Apartments are often crowded with several families sharing rent. To eke out a living, many have taken to peddling everything from bootleg DVDs to bacon-wrapped sausages, turning the sidewalks into a chaotic flea market on evenings and weekends.
"There are a lot more people in the street selling," said Andres Morales, a Cuban retiree. "It gets so you can't walk on the sidewalk, but they have nothing else."
In Latin American countries, street peddling is a ubiquitous and time-honored way of getting by when jobs are few and government assistance is scarce. Immigrants have a hard time understanding why it is illegal here and they resent crackdowns by police who give out $250 tickets and sometimes confiscate their goods.
"I'm making an honest living, but the police come and ticket us," complained Jose Venegas, a Mexican ice cream seller who makes $12 to $15 a day. "I have two appointments in court for two tickets. I don't know what I'm going to do. I don't have the money to pay the fines. I'm going to go to jail."
The stress of trying to make ends meet plus social and emotional isolation leads some to seek refuge in alcohol. Jaminez had been drinking when he allegedly menaced two women and then police officers with a knife.
Residents said public drinking is out of control.
The neighborhood has seen progress. Police have driven gangs out of MacArthur Park and have worked to build trust with the illegal immigrants so they'll report crime, said Councilman Ed Reyes, who represents the area. Street peddlers said that although gangs still extort "taxes," the problem is less serious than it used to be because of stepped-up police presence.

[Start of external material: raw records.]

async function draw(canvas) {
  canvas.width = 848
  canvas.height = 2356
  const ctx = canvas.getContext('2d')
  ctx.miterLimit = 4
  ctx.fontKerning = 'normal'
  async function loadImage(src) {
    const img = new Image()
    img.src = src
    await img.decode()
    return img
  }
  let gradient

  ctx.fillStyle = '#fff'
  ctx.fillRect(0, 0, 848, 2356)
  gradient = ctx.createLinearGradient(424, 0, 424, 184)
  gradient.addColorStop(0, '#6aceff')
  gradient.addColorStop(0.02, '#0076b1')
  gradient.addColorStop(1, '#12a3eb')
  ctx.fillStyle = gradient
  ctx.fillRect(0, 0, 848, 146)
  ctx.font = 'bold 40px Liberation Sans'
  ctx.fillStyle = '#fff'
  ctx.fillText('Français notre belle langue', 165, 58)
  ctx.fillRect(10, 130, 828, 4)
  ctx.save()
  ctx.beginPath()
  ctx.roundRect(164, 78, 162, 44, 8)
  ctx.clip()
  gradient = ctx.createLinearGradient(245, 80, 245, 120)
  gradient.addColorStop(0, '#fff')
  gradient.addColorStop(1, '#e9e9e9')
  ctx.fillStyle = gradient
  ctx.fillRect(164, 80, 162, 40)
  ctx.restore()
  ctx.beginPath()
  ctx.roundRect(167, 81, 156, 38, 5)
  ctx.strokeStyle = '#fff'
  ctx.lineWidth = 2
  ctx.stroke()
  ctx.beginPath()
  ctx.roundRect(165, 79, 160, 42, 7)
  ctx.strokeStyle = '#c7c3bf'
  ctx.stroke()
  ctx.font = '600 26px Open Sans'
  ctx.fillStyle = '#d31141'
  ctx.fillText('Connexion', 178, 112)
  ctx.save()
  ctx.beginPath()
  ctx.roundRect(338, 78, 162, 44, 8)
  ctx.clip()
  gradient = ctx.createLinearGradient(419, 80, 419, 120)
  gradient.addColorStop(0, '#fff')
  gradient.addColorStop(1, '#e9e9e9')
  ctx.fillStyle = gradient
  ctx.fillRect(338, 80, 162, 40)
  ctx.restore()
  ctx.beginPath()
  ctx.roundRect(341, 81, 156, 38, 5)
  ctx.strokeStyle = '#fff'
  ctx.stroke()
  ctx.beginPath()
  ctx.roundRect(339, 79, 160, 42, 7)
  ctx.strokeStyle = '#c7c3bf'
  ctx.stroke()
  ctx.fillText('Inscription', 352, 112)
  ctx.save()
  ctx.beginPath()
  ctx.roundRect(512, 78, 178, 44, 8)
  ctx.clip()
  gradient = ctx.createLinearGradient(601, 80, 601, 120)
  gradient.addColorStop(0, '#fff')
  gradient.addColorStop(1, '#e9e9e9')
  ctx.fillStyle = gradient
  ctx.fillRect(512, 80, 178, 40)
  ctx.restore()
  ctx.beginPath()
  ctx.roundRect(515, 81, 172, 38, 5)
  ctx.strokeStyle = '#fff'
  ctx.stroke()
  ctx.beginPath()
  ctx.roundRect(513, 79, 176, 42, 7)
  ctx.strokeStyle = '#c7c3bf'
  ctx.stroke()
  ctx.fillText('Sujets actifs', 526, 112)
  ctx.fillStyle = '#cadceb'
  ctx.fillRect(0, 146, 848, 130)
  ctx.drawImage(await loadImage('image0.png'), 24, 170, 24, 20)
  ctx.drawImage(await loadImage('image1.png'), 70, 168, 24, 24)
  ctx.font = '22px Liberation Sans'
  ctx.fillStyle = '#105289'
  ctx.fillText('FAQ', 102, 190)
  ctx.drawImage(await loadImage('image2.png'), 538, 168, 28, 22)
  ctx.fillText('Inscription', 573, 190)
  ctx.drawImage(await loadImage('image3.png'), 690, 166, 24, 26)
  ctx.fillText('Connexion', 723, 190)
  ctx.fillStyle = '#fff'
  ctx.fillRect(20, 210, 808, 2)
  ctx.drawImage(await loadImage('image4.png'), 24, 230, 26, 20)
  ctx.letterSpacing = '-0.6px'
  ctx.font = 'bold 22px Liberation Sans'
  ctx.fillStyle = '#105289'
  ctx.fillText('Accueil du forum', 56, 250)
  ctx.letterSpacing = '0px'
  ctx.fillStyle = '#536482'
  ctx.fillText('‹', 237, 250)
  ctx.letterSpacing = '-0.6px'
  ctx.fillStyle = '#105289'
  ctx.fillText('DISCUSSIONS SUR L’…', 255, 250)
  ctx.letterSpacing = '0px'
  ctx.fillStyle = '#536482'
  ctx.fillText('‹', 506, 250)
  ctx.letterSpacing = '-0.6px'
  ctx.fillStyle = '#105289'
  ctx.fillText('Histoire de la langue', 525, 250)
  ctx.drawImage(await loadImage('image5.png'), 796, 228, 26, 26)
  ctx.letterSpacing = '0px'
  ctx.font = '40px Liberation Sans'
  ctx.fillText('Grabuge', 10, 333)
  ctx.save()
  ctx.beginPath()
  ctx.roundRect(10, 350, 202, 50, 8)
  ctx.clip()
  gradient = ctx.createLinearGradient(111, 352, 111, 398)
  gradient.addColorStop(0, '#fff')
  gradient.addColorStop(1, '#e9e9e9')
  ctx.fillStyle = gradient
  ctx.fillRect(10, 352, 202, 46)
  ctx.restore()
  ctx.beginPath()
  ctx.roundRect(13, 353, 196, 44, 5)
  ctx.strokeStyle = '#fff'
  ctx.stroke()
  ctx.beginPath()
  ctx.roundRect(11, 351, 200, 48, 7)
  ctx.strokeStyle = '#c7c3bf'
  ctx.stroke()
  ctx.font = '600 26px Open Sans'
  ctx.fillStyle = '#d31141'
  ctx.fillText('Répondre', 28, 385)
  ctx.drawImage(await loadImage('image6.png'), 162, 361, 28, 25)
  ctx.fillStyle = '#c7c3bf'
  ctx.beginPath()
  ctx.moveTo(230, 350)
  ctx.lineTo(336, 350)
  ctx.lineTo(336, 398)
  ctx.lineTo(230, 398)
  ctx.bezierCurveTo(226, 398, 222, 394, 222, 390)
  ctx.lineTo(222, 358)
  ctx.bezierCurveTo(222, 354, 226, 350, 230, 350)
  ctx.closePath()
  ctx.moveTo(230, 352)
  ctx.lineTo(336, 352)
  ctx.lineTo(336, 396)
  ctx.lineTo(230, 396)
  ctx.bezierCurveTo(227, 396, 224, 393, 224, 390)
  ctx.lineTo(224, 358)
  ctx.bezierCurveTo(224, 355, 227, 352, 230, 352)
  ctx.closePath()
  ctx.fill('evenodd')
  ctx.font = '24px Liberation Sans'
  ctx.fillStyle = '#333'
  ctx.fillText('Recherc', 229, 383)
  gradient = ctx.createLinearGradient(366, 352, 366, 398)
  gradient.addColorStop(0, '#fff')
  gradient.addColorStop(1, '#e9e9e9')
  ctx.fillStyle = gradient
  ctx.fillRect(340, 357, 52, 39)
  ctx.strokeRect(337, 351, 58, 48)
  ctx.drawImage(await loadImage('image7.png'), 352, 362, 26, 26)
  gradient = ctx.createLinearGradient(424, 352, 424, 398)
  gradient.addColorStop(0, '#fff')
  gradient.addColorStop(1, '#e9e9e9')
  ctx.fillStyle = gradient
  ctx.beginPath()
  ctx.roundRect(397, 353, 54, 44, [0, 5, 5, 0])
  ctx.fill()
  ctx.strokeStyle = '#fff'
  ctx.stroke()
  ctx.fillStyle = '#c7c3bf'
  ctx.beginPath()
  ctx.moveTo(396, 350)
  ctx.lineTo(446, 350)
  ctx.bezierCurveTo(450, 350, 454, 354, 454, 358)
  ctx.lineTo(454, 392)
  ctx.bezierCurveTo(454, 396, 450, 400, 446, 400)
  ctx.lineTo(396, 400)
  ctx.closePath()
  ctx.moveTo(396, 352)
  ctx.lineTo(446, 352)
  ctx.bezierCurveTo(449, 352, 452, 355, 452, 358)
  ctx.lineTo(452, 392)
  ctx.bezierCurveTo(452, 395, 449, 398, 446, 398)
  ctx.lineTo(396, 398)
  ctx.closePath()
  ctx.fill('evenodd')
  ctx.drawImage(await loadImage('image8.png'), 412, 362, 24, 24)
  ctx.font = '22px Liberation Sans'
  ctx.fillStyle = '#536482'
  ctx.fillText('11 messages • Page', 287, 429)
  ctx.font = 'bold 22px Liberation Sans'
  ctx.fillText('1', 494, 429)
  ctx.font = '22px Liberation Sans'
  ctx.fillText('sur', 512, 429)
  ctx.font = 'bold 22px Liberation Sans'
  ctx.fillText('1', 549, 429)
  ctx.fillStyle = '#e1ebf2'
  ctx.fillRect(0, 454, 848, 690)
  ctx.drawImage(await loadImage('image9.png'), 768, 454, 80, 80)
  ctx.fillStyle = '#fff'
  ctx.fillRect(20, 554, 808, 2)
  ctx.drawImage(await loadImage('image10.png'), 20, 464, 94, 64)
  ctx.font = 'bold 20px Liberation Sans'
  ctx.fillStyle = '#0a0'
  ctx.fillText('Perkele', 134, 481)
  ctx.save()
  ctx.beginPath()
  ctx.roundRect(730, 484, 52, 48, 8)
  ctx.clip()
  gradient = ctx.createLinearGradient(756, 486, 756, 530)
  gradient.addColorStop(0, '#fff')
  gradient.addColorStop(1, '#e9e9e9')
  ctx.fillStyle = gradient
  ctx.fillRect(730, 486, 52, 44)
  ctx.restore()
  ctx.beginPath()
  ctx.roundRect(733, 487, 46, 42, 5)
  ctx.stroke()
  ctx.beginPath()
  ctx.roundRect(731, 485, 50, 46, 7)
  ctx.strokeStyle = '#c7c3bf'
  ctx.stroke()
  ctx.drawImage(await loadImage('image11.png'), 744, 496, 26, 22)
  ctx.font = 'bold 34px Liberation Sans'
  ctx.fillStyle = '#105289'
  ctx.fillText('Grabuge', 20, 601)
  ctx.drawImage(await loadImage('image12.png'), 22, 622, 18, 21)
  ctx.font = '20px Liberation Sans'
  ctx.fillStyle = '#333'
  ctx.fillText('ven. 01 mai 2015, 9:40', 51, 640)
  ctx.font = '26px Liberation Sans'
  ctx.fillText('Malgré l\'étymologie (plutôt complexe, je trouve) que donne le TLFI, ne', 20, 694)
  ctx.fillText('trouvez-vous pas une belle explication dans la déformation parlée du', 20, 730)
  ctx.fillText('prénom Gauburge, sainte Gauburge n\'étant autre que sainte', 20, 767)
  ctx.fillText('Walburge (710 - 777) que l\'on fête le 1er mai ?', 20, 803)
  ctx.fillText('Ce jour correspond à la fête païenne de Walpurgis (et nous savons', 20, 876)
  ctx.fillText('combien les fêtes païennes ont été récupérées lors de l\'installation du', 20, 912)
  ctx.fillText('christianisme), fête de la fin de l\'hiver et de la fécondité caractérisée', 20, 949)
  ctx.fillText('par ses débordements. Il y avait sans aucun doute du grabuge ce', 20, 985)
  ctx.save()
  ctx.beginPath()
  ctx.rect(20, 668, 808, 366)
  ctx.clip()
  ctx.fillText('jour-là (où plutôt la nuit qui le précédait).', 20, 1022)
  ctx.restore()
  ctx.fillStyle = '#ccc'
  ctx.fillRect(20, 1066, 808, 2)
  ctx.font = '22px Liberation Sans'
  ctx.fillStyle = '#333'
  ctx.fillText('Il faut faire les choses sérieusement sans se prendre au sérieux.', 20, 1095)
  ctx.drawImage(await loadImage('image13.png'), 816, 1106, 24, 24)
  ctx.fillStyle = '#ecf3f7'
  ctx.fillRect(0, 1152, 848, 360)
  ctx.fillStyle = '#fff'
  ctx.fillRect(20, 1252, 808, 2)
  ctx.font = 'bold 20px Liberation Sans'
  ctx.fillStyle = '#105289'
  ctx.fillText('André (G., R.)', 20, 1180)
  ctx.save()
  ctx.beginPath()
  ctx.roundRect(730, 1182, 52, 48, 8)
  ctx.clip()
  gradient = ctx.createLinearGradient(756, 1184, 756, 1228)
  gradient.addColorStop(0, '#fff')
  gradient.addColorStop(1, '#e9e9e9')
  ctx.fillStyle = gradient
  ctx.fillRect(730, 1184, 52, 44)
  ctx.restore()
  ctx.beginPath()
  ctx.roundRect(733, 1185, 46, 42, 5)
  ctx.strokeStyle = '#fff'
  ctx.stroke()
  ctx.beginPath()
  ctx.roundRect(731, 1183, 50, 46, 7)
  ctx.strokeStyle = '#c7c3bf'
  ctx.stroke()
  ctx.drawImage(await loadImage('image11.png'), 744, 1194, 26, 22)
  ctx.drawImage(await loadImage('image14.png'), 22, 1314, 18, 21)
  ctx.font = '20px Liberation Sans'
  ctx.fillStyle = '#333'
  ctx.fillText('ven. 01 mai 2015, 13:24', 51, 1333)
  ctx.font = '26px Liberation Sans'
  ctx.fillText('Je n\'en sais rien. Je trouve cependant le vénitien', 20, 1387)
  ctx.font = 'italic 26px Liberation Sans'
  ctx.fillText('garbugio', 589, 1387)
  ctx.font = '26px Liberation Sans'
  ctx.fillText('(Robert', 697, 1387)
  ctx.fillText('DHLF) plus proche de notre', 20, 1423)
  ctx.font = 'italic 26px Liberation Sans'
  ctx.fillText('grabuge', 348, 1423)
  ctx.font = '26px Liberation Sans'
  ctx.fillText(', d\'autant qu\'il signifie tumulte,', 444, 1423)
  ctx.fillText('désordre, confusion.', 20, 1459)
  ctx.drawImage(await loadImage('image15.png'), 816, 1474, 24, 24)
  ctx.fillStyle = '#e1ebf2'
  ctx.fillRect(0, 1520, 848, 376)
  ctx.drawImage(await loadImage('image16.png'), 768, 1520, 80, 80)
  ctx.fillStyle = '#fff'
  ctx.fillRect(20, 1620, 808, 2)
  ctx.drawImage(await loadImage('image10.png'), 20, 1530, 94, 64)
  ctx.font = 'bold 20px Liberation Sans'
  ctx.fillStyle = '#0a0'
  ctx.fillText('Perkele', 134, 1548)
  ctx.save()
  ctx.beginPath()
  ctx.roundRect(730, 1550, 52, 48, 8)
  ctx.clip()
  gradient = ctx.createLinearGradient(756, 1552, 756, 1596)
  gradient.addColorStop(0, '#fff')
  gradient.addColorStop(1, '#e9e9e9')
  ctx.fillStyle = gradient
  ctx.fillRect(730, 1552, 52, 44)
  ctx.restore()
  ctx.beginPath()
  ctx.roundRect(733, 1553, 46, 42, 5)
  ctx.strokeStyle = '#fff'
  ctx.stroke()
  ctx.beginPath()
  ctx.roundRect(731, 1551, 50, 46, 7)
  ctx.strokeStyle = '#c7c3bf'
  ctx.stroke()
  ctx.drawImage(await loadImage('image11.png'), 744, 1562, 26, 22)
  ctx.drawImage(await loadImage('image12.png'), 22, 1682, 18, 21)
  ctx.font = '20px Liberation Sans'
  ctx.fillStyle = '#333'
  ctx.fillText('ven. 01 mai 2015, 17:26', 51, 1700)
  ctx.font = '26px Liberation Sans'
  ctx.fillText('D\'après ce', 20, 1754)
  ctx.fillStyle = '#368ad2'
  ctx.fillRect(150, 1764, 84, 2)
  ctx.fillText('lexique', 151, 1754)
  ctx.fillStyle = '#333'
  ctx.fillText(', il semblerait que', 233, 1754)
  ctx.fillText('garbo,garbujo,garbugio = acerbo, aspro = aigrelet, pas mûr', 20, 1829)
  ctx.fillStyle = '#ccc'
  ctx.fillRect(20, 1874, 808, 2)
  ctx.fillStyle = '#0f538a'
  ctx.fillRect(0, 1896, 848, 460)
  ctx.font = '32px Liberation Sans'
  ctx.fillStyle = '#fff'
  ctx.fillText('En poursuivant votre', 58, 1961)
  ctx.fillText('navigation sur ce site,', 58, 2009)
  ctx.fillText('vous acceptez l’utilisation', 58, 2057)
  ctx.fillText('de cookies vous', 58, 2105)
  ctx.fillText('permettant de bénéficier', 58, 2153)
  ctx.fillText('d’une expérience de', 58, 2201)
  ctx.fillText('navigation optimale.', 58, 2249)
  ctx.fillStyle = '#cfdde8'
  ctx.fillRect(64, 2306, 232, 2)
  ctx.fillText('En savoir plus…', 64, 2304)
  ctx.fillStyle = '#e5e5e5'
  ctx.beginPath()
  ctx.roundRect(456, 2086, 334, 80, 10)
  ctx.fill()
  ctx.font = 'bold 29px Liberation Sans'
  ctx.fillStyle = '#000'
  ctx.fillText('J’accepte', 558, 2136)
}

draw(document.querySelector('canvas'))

Still, many remain suspicious of law enforcement. On top of the common perception they bring from home countries of corrupt, inept cops, Westlake has had its own prickly police history.
The area was home to the 1990s Rampart scandal, where police officers were accused of planting evidence on suspects among other wrongdoing. A May Day immigrant rights rally in MacArthur Park descended into chaos when police fired rubber bullets and bludgeoned reporters and peaceful demonstrators three years ago.
In the wake of the protests, Reyes plans to start a micro-loan program for fledgling entrepreneurs and work with Guatemalan organizations to educate immigrants about assimilating into U.S. society.
Despite the hardship, most immigrants don't want to go home. Tomas Gomez, Jaminez's brother-in-law, said that although day laborer jobs had dried up considerably and Jaminez pined for his wife and three young sons, he did not want to go back to Guatemala.
Here, at least there was a chance to make a living, Gomez said. Back home, "he didn't have money to eat."